(Saved data entries)
========================================================================

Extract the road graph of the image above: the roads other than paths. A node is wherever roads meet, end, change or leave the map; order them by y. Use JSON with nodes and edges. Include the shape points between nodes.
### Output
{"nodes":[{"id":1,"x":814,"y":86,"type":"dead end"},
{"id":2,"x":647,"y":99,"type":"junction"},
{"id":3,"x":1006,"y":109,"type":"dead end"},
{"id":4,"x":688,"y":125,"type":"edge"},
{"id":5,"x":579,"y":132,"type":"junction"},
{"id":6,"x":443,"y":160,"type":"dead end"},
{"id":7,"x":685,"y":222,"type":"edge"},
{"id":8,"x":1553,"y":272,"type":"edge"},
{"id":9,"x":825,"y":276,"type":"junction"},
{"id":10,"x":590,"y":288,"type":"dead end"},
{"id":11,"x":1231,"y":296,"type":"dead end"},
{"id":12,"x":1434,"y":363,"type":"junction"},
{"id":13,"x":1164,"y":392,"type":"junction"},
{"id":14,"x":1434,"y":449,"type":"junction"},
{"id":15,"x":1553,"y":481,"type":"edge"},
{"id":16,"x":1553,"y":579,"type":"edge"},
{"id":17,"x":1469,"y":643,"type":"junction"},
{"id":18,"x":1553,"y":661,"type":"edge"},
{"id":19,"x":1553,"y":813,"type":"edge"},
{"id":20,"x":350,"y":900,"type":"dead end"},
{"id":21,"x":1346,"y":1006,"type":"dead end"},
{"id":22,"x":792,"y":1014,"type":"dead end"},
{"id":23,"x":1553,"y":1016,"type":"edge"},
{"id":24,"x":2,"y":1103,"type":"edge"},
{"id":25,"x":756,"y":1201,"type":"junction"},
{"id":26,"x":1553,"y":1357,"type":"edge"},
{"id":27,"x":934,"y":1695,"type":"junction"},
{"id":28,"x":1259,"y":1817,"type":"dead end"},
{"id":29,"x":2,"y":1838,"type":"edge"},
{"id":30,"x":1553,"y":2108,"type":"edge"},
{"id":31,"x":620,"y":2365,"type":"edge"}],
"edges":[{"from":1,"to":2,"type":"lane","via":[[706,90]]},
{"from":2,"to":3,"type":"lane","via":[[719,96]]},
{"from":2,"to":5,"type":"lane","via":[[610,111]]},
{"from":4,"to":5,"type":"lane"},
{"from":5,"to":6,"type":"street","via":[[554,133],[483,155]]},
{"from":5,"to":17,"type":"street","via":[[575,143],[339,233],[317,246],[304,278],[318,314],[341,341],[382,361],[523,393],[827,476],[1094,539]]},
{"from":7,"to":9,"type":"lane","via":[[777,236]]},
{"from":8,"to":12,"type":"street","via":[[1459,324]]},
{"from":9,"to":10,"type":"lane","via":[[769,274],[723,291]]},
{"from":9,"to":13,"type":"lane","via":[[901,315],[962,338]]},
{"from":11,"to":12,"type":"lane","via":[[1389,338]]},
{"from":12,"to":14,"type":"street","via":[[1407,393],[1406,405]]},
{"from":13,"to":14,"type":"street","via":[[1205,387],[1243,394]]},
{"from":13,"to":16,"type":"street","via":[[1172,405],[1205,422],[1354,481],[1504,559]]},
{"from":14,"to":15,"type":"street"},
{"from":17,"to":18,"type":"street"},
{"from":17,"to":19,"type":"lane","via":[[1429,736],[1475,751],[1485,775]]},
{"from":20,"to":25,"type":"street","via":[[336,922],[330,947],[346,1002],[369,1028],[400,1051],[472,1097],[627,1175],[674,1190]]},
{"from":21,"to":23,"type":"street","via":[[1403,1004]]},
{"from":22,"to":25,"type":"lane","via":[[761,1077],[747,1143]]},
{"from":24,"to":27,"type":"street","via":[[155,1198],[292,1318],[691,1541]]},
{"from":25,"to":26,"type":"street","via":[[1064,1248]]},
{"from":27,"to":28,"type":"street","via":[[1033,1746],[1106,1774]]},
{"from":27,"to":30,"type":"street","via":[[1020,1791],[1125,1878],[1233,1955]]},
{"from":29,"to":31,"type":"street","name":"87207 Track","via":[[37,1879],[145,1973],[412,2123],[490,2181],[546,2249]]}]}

========================================================================

PROBLEM TO WORK ON: Show each line of the data that contains the string "edges".

EXERCISE OUTPUT:
Extract the road graph of the image above: the roads other than paths. A node is wherever roads meet, end, change or leave the map; order them by y. Use JSON with nodes and edges. Include the shape points between nodes.
"edges":[{"from":1,"to":2,"type":"lane","via":[[706,90]]},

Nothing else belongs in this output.